- A split of the Jos joint traditional council has been effected by Governor Simon Lalong of Plateau state
- The council has been divided into Jos north and Riyom traditional councils
- This was seen by many as Governor Lalong's effort to reduce the power of the paramount traditional ruler, Gbong Gwom Jos, Jacob Gyang Buba
The Jos joint traditional council chaired by the Gbong Gwom Jos, Jacob Gyang Buba, has been split into Jos north and Riyom traditional councils by Governor Simon Lalong of Plateau state.

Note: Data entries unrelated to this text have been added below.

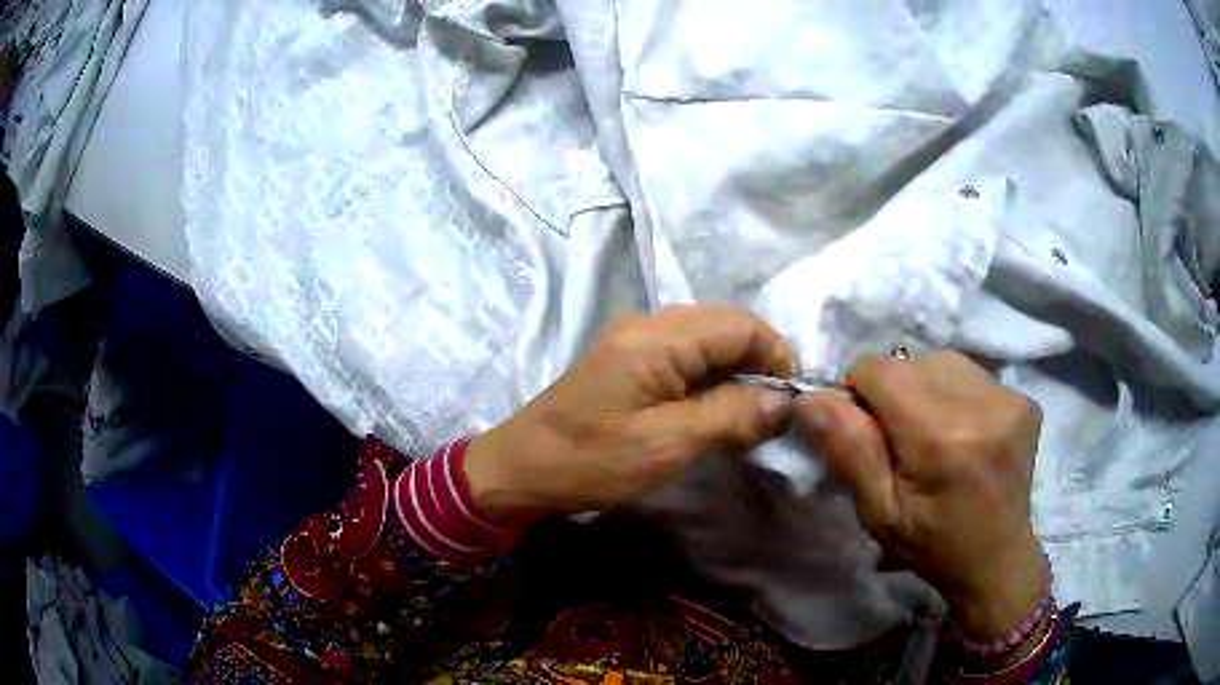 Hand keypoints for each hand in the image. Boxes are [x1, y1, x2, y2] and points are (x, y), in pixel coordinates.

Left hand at [465, 305, 798, 524]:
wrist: (521, 470)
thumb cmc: (591, 461)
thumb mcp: (667, 444)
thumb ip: (729, 416)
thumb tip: (785, 402)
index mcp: (656, 337)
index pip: (739, 325)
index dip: (775, 355)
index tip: (792, 399)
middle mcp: (646, 325)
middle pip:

After forming new chiefdoms and promoting the status of others such as the Anaguta chiefdom in Jos north and that of the Aten of Ganawuri in Riyom in 2018, Governor Lalong has presented a first-class staff of office to the Ujah of Anaguta and Atar Aten of Ganawuri, Daily Trust reports.
In a statement by Dayyabu Garga, the commissioner for local government and chieftaincy affairs, to the chairmen of Jos north and Riyom local government areas, the governor directed the new traditional councils to comprise all the graded chiefs, district heads, village heads and their staff who are from both local government areas.
Although the move has been seen as an effort to tame the power of the paramount ruler, the statement claimed that the state government's resolve was in according with Section 91(1) of the 2016 local government law, adding that Section 91(3) of the law also states that the most senior traditional rulers in each local government shall be presidents of Jos North and Riyom traditional councils.
Naturally, this has brewed tension in the state as some are now of the opinion that Jacob Gyang would ceased to be Gbong Gwom Jos, will henceforth be described as Gbong Gwom Berom.
However, in reaction to the insinuation, Gyang on Thursday, May 16, said: “That is an absolute misconception and not a true reflection of the implication of the current development.” He maintained that he is still the Gbong Gwom Jos.
Meanwhile, Legit.ng reported that the governor of Kano, Abdullahi Umar Ganduje, had promised that he would sign the bill splitting the state’s emirate into four once it is passed by the House of Assembly.
The bill sought to break the Kano emirate into four so each would have first-class monarchs. Ganduje made the promise on Wednesday, May 8, during a media briefing just before the commencement of the 136th state executive council meeting.